0

I have two columns (such as):

from to
1 2
1 3
2 4
4 2
4 2
4 3
3 3

And I want to create a transition matrix (where sum of rows in a columns add up to 1):

         1.      2.     3.   4.

1.      0        0      0    0
2.      0.5*     0      0    2/3
3.      0.5      0.5    1    1/3
4.      0        0.5    0    0

where 1 -> 2 would be : (the number of times 1 (in 'from') is next to 2 (in 'to)) / (total times 1 points to any value).

LaC
  • 5
  • 4
  • Your sample expected output does not match with the transformation requested.

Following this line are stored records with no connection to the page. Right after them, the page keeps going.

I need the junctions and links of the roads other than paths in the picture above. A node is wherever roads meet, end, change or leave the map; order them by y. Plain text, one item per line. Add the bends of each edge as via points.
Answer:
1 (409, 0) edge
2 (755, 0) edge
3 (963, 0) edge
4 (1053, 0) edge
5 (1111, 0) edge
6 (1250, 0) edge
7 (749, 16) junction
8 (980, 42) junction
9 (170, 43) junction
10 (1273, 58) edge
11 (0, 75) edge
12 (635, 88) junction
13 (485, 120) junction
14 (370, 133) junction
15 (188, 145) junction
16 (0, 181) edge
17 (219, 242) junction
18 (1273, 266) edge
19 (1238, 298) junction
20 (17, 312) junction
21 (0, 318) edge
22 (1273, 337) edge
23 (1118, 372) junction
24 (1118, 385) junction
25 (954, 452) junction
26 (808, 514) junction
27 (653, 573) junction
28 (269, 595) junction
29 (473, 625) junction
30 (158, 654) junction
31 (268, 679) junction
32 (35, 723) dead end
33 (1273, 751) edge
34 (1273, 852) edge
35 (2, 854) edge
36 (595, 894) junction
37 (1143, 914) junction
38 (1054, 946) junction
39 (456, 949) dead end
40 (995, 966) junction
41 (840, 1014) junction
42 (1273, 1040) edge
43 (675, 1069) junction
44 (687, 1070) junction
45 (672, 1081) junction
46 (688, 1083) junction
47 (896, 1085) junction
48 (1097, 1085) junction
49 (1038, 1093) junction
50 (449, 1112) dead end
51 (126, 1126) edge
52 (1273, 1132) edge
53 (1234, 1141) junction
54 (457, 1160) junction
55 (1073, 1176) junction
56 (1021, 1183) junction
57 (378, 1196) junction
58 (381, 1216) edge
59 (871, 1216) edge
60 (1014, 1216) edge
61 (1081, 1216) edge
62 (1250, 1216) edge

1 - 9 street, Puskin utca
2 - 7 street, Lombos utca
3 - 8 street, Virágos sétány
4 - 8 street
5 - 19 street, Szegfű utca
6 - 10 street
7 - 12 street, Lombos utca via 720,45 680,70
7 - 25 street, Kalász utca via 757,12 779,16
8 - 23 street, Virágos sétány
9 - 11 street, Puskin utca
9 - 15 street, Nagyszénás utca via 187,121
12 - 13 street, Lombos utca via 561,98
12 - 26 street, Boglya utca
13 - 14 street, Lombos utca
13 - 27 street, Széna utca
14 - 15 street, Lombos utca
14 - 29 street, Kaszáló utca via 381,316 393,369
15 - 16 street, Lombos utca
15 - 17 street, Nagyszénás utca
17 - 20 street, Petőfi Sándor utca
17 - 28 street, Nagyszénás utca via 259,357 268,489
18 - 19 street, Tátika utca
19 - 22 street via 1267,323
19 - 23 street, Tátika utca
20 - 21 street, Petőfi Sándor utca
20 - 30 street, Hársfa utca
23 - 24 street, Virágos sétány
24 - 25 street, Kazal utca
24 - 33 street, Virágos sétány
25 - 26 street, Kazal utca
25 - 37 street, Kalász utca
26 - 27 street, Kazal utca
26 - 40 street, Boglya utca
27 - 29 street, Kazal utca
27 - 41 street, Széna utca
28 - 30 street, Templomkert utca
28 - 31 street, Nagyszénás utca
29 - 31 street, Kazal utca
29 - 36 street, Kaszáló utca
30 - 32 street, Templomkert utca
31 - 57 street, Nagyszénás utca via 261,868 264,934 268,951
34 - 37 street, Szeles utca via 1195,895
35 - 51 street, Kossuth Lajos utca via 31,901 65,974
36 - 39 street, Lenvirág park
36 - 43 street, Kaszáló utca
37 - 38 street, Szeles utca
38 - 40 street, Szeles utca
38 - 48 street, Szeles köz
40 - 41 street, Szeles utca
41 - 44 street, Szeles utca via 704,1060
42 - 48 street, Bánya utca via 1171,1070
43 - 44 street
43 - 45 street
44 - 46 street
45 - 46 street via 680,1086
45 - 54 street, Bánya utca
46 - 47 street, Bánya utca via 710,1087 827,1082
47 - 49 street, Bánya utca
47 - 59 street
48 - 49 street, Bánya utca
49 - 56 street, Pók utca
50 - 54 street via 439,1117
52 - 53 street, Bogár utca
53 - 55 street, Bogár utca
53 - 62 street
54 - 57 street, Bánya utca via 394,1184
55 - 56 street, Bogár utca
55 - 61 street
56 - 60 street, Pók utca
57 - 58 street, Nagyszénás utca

Please provide correct sample input/expected output. – Azhar Khan Nov 26 '22 at 10:42
  • @AzharKhan yes I updated the question. Let me know if it is more clear – LaC Nov 26 '22 at 15:15

1 Answers1

1

You can create this kind of transition matrix using a window and pivot.

First some dummy data:

import pandas as pd
import numpy as np

np.random.seed(42)
x = np.random.randint(1,5,100)
y = np.random.randint(1,5,100)

df = spark.createDataFrame(pd.DataFrame({'from': x, 'to': y}))
df.show()
+----+---+
|from| to|
+----+---+
|   3|  3|
|   4|  2|
|   1|  2|
...

To create a pct column, first group the data by unique combinations of from/to and get the counts. With that aggregated dataframe, create a new column, pct that uses the Window to find the total number of records for each from group which is used as the denominator.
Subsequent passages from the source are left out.